Spanien ist ein Musterbeispiel dafür, dass wir es in Europa nicht mit einer Staatsschuldenkrise, sondern immer noch mit einer Bankenkrise zu tun haben, deren Folgen noch längst nicht ausgestanden sind. Es wackeln auch nicht allein Spaniens Banken: Die größte US-Geschäftsbank JP Morgan musste im Mai Verluste in Höhe von 2 Mrd. Dollar bekannt geben. Die griechischen Banken leiden unter der anhaltenden Kapitalflucht, an der sich auch ihre eigenen Manager und Aktionäre beteiligen; sie überleben nur mit Hilfe von Tagesgeldern der griechischen Notenbank – mit Zustimmung der EZB. Die französisch-belgische Dexia-Bank musste für 2011 Verluste in Höhe von 11 Mrd.
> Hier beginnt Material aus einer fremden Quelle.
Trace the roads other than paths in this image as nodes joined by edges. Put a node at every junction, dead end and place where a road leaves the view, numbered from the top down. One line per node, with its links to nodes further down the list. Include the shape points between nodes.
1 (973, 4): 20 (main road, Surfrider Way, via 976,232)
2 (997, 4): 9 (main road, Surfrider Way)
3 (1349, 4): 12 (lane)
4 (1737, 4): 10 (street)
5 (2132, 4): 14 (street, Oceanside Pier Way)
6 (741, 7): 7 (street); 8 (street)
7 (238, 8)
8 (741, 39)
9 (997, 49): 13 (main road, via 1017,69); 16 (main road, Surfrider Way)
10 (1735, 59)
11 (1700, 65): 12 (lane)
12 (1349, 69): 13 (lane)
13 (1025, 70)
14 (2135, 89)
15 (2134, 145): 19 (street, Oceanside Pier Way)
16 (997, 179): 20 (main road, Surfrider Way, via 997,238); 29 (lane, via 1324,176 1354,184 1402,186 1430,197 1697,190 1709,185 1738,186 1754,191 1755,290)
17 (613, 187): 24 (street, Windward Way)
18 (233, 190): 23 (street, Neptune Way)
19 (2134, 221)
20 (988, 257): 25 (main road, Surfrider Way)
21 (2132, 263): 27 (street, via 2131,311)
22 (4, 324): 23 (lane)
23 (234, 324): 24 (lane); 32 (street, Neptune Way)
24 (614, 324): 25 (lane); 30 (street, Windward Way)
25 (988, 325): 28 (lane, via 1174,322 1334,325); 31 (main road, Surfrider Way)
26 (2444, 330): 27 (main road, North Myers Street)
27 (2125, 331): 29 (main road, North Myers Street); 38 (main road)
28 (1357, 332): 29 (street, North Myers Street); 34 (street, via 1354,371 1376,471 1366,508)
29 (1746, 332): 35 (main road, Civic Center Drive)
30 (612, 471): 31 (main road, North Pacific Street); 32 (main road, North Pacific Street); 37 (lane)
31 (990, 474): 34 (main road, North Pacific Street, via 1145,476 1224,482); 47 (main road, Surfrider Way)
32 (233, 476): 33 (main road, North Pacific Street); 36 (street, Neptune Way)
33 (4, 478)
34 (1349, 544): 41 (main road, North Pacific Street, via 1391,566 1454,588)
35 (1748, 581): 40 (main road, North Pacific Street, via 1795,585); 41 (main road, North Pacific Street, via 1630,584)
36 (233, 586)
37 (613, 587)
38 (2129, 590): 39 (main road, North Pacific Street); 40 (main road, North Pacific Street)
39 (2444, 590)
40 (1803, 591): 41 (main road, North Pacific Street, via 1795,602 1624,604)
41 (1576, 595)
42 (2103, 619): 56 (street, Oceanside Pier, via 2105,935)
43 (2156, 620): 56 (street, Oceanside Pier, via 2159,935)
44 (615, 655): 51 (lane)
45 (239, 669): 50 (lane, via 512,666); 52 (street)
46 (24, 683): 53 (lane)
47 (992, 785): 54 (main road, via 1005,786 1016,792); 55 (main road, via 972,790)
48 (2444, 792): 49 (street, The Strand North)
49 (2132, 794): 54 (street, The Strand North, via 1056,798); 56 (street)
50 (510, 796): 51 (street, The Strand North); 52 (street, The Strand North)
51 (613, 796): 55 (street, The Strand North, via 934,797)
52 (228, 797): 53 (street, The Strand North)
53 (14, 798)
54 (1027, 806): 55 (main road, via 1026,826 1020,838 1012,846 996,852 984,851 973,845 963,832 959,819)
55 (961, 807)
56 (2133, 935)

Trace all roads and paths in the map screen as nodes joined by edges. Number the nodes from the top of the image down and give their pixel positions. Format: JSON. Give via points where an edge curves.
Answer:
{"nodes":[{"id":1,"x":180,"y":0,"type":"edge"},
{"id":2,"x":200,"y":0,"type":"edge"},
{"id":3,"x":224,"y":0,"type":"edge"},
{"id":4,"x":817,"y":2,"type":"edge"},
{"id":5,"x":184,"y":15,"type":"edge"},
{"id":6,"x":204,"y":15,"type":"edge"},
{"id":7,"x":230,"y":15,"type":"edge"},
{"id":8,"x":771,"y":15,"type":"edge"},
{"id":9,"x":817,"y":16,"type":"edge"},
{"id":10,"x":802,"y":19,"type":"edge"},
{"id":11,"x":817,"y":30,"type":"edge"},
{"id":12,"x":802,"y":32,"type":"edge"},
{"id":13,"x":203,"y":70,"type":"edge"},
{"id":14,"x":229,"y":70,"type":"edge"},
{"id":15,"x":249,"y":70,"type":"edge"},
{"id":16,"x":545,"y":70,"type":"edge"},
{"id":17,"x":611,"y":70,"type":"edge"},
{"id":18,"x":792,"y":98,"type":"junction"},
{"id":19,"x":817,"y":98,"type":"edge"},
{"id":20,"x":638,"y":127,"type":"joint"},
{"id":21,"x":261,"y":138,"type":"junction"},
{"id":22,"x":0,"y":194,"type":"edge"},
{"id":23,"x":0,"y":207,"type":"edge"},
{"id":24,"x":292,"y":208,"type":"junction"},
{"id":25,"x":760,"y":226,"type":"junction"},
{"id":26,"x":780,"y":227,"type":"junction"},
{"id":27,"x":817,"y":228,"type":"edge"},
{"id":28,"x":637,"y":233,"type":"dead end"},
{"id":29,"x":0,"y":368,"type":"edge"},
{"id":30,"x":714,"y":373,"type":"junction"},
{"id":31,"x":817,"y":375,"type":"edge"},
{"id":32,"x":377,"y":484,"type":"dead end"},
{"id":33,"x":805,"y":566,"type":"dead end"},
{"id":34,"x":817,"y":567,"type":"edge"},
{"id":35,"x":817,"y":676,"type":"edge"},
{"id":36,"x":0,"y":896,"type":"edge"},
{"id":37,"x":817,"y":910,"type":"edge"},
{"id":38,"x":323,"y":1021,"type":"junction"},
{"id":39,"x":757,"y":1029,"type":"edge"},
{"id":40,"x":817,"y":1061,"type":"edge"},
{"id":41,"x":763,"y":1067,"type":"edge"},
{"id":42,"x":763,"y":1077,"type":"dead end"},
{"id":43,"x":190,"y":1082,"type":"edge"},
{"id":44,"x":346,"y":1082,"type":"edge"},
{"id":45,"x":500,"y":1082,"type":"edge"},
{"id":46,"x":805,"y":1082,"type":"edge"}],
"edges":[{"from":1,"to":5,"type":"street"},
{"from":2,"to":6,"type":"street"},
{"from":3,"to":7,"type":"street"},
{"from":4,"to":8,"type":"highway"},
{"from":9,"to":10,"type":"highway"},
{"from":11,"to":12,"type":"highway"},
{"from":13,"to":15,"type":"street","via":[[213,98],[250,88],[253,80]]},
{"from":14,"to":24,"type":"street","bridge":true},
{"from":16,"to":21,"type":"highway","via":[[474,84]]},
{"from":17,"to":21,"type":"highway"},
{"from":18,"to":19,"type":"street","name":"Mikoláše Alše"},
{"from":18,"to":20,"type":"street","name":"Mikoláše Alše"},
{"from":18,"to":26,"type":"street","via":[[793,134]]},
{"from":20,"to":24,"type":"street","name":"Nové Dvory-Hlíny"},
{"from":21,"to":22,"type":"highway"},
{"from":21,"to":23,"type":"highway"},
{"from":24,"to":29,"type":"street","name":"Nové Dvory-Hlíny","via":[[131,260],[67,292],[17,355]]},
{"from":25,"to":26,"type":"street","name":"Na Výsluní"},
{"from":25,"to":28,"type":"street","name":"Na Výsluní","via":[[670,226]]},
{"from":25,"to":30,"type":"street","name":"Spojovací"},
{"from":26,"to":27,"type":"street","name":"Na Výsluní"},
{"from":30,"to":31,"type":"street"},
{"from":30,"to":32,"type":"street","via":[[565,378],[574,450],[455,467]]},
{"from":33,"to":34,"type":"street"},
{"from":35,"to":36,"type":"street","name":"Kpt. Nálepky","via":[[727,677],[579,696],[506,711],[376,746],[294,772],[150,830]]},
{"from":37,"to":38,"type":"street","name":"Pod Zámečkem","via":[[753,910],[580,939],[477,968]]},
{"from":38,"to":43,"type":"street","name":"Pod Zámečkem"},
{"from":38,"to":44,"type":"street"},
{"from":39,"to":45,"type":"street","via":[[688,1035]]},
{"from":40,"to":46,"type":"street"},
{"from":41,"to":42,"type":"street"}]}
Euro einräumen, sie hat die Regierungen um Rekapitalisierung gebeten.
Ende letzten Jahres stattete die EZB die Banken mit 1 Billion Euro aus und meinte, damit nun Ruhe zu haben. 800 europäische Banken machten von dem Angebot Gebrauch. Doch einige von ihnen, darunter auch Großbanken, finden sich schon wieder in Liquiditätsnot und fordern von der EZB eine Wiederholung der Kur. EZB-Chef Mario Draghi sah sich Anfang Juni jedoch zu einem dramatischen Appell veranlasst. Vor Mitgliedern des EU-Parlamentes räumte er ein, die EZB stoße an ihre Grenzen. Es sei nun die Sache der politischen Führer Europas, schnell und entschieden zu handeln, um den Euro zu retten. Wenn sie das nach dem Muster von Frau Merkel tun, dann gute Nacht.